We also note that in Corporate Australia, in the non-mining sector, profits are also under pressure and are being revised downwards. Interest rates are at record low levels, not by coincidence but because our economy is not exactly healthy at the moment and requires stimulation. It must be noted therefore that if global economies were strong and growing, then interest rates would be higher.
But there is the rub. In an effort to encourage business investment and consumer spending, falling interest rates have instead created an almost unprecedented property splurge.
Perhaps it is therefore that an unintended consequence of low interest rates is the attractiveness of ordinary Australians to borrow money in ever-increasing amounts to fund the purchase of residential property.
It has been clear since the mid-1990’s that Australian home buyers and investors have adopted a strategy of borrowing heavily from lenders, then flipping houses to the next buyer who has an even bigger debt to meet.
Unfortunately it is young home buyers and middle income earners who find themselves either stretched to the limit or completely priced out of the property market altogether. Many home buyers in Australia’s capital cities are taking on ridiculous amounts of debt to enter the housing market and are being allowed to do so by our over-leveraged banking system.
Perhaps then one of the catalysts for the decline of property prices will be an increasing unemployment rate in a softening economy. Some economists believe that Australia is on the cusp of a recession.
In fact property prices have already crashed across our mining towns, with falls of up to 40% not uncommon. The dramatic slowdown in the mining sector will cause effects across the whole of Australia.
There are usually no warning signs to the ending of the bubble, however hindsight will often show the signals that were present. It only takes one domino to fall to begin the beginning of the end of the bubble.
Of course our capital cities are a far cry from distant mining towns, however this is a perfect demonstration of when demand disappears from a market, prices soon follow suit.
If you are considering entering the property market at this time, then it is now more than ever that you should be taken into account factors that would hold your property in good stead during any downturn in the property market. Just like during a share market crash where some companies fare much better than others, so too is this true for property.
Just because you own bricks and mortar does not make a property immune to a downturn, prices can and do fall. It is during these times that you will benefit from a well thought out property purchase that takes into account a number of considerations.
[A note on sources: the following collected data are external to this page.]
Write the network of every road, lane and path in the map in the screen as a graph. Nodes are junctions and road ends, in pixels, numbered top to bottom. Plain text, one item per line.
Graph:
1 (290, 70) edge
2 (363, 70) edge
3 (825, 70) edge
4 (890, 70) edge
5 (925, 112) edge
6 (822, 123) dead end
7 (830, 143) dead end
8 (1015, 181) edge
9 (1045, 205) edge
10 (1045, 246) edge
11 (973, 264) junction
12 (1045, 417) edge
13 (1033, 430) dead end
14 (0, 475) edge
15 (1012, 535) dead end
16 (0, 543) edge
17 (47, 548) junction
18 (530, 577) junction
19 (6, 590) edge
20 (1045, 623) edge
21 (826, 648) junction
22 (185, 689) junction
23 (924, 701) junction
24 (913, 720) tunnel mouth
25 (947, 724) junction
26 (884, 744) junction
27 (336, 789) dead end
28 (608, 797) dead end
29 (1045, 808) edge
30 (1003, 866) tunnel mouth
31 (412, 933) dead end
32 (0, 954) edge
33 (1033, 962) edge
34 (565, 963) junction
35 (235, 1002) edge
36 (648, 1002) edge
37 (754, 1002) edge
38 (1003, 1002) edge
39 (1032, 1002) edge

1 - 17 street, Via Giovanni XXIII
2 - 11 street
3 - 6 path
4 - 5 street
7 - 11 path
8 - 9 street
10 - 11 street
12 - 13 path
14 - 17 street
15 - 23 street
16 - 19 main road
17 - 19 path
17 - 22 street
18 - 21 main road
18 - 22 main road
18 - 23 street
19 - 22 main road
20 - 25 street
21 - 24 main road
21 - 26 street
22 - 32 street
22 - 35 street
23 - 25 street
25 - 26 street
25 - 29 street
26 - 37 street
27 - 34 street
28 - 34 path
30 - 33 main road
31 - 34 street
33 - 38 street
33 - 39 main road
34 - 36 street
The most important rule when it comes to investing, whether property or shares is to avoid buying overpriced assets, because this usually results in permanent capital loss. True we may well be in the midst of a property bubble but that does not necessarily mean property in of itself is a poor investment at this time, it just means more research is required before a purchase decision is made.
Sadly not much is being done by economists, politicians and regulators in Australia to stop the debt-fuelled property demand. In fact in some cases they have created opportunity such as housing grants and the allowance of retirees to tap into their life savings.’
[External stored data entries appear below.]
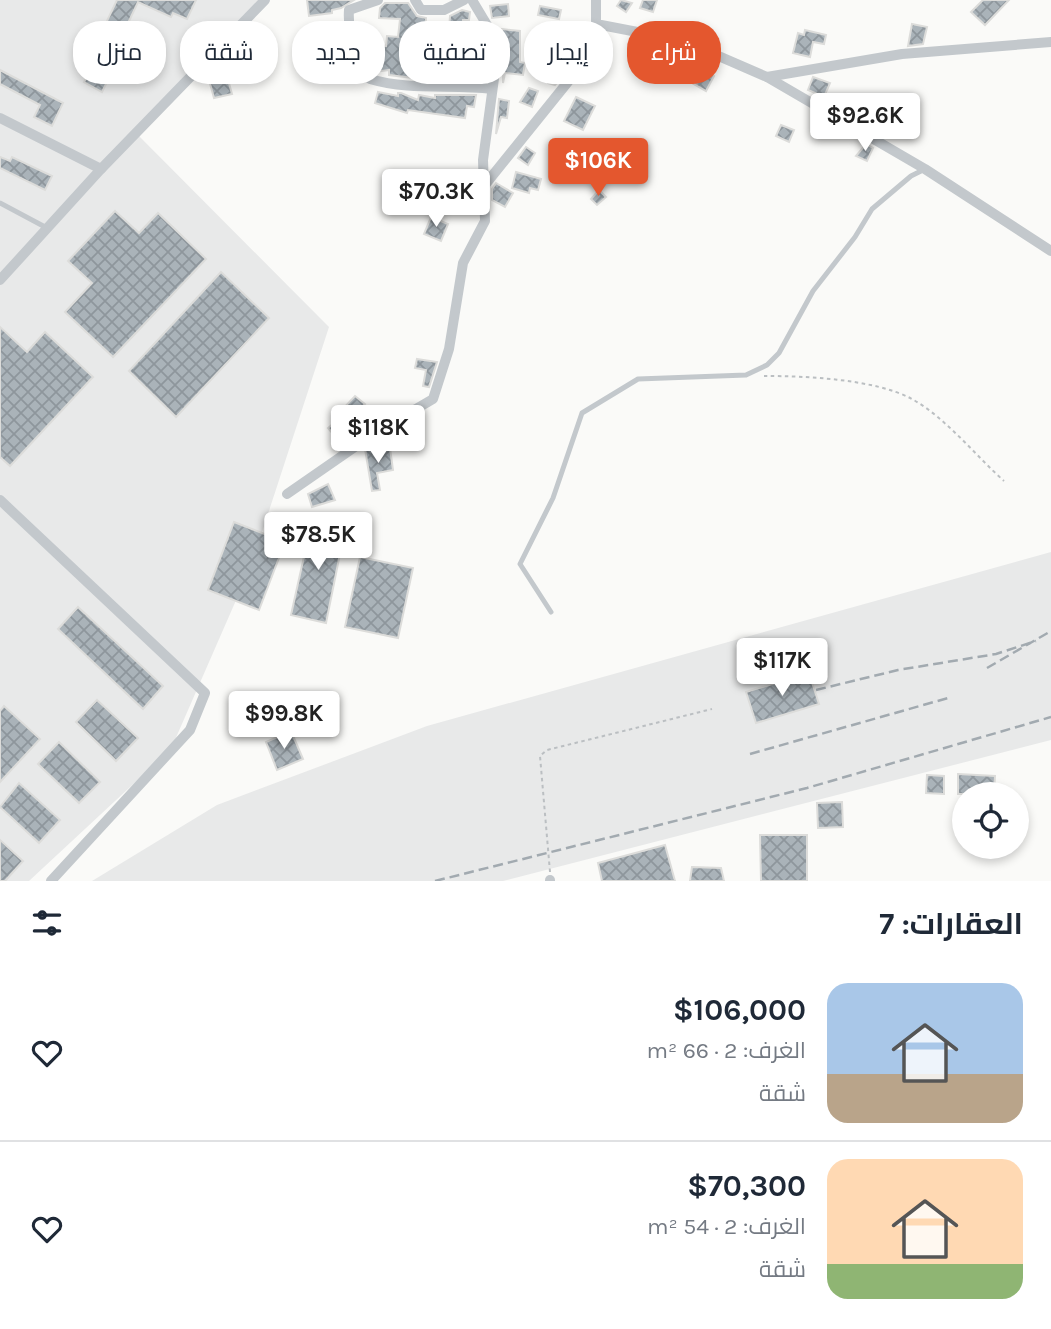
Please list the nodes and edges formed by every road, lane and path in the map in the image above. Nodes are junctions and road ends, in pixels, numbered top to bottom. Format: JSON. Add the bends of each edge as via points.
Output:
{"nodes":[{"id":1,"x":265,"y":0,"type":"edge"},
{"id":2,"x":377,"y":0,"type":"edge"},
{"id":3,"x":415,"y":0,"type":"edge"},
{"id":4,"x":464,"y":0,"type":"edge"},
{"id":5,"x":472,"y":0,"type":"edge"},
{"id":6,"x":596,"y":0,"type":"edge"},
{"id":7,"x":596,"y":21,"type":"edge"},
{"id":8,"x":613,"y":27,"type":"edge"},
{"id":9,"x":1051,"y":42,"type":"edge"},
{"id":10,"x":767,"y":78,"type":"junction"},
{"id":11,"x":566,"y":84,"type":"edge"},
{"id":12,"x":492,"y":89,"type":"junction"},
{"id":13,"x":0,"y":118,"type":"edge"},
{"id":14,"x":101,"y":169,"type":"junction"},
{"id":15,"x":925,"y":169,"type":"junction"},
{"id":16,"x":484,"y":186,"type":"junction"},
{"id":17,"x":0,"y":203,"type":"edge"},
{"id":18,"x":47,"y":228,"type":"junction"},
{"id":19,"x":1051,"y":251,"type":"edge"},
{"id":20,"x":0,"y":280,"type":"edge"},
{"id":21,"x":746,"y":375,"type":"junction"},
{"id":22,"x":1004,"y":481,"type":"dead end"},
{"id":23,"x":287,"y":494,"type":"dead end"},
{"id":24,"x":0,"y":500,"type":"edge"},
{"id":25,"x":551,"y":612,"type":"dead end"},
{"id":26,"x":712,"y":709,"type":"dead end"},
{"id":27,"x":550,"y":880,"type":"edge"},
{"id":28,"x":51,"y":881,"type":"edge"}],
"edges":[{"from":1,"to":14,"type":"street"},
{"from":2,"to":12,"type":"street","via":[[349,10],[355,49],[370,79],[390,85]]},
{"from":3,"to":4,"type":"street","via":[[421,10],[444,10]]},
{"from":5,"to":12,"type":"street","via":[[493,35]]},
{"from":6,"to":7,"type":"street"},
{"from":8,"to":10,"type":"street","via":[[684,41]]},
{"from":9,"to":10,"type":"street","via":[[902,54]]},
{"from":10,"to":15,"type":"street"},
{"from":11,"to":16,"type":"street"},
{"from":12,"to":16,"type":"street"},
{"from":13,"to":14,"type":"street"},
{"from":14,"to":18,"type":"street"},
{"from":15,"to":19,"type":"street"},
{"from":15,"to":21,"type":"lane","via":[[872,209],[818,283],[779,352],[767,365]]},
{"from":16,"to":23,"type":"street","via":[[485,221],[463,263],[449,349],[433,399]]},
{"from":17,"to":18,"type":"lane"},
{"from":18,"to":20,"type":"street"},
{"from":21,"to":22,"type":"path","via":[[816,376],[912,399]]},
{"from":21,"to":25,"type":"lane","via":[[638,379],[582,413],[553,498],[520,564]]},
{"from":24,"to":28,"type":"street","via":[[205,692],[190,730]]},
{"from":26,"to":27,"type":"path","via":[[547,750],[540,756]]}]}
If the so called property bubble were to burst, some investors will no doubt be will be hit hard. Rental returns will drop but mortgage payments won’t. It is during these times that people often find themselves with black marks against their credit report due to increasing difficulties in meeting repayments.
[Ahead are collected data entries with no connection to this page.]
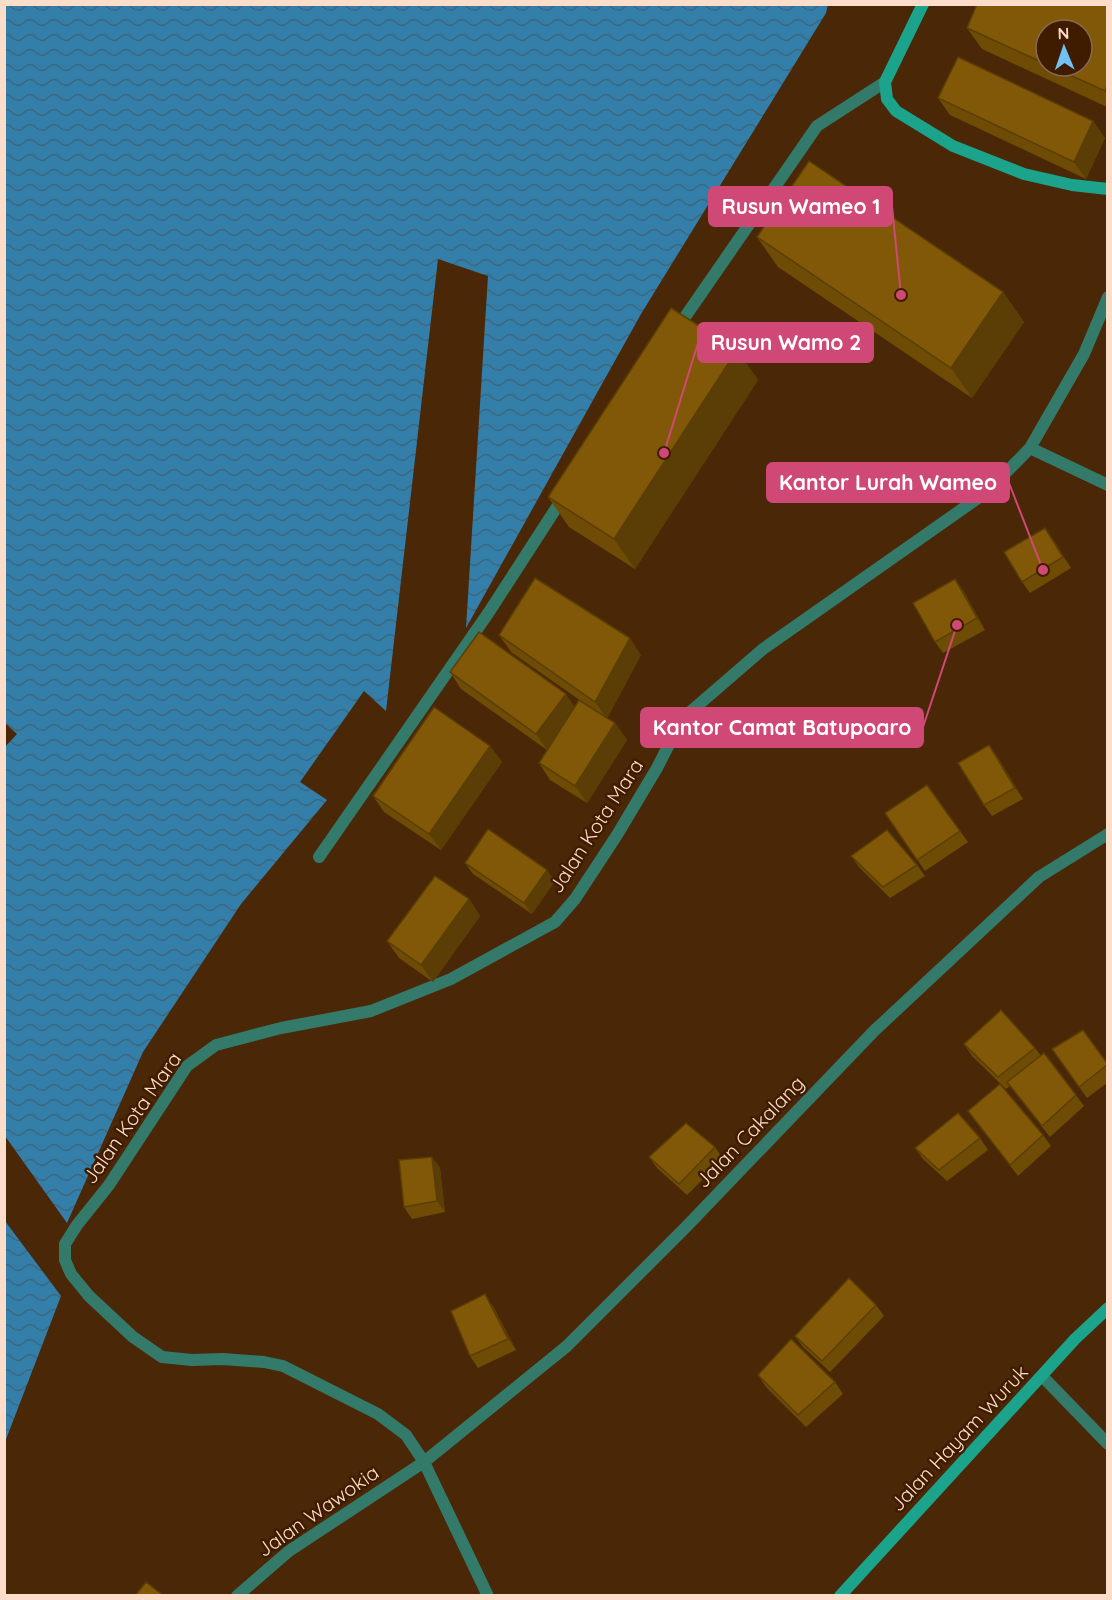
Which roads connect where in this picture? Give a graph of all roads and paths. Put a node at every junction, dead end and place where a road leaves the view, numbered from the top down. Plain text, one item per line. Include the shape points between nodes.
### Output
1 (922, 4) edge
2 (885, 82) junction
3 (1107, 189) edge
4 (1107, 297) edge
5 (668, 343) edge
6 (1030, 448) junction
7 (574, 481) edge
8 (1107, 484) edge
9 (1107, 834) edge
10 (319, 857) dead end
11 (1107, 1308) edge
12 (1042, 1376) junction
13 (1107, 1444) edge
14 (424, 1462) junction
15 (237, 1596) edge
16 (488, 1596) edge
17 (840, 1596) edge

1 - 2 street
2 - 3 street via 887,99 896,111 953,146 1024,174
2 - 5 street via 817,126
4 - 6 street, Jalan Kota Mara via 1084,354
6 - 8 street
6 - 14 street, Jalan Kota Mara via 988,491 763,649 682,719 617,835 555,922 452,979 371,1011 216,1045 188,1066 109,1185 76,1225 65,1244 65,1260 71,1274 133,1337 162,1357 283,1366 378,1414 406,1435
7 - 10 street via 489,612
9 - 14 street, Jalan Cakalang via 1039,877 874,1031 567,1346
11 - 12 street, Jalan Hayam Wuruk
12 - 13 street
12 - 17 street, Jalan Hayam Wuruk
14 - 15 street, Jalan Wawokia via 289,1551
14 - 16 street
Often people in financial difficulty fail to make one or more repayments on their mortgage, thinking that they will be able to make it up later. This is quite often not the case, and they often find themselves in a downward spiral.
Having a clear plan that includes a strongly adhered to budget helps you analyse where your money is spent. Tracking purchases and expenses helps to identify where the biggest savings can occur, make repayments and ultimately better financial decisions for your future. In some cases this may include refinancing or consolidation of debt, creating a single repayment for all debt.
Sound financial advice is essential in times of a turbulent economy to ensure you are not only able to meet your obligations, but also to future proof your finances.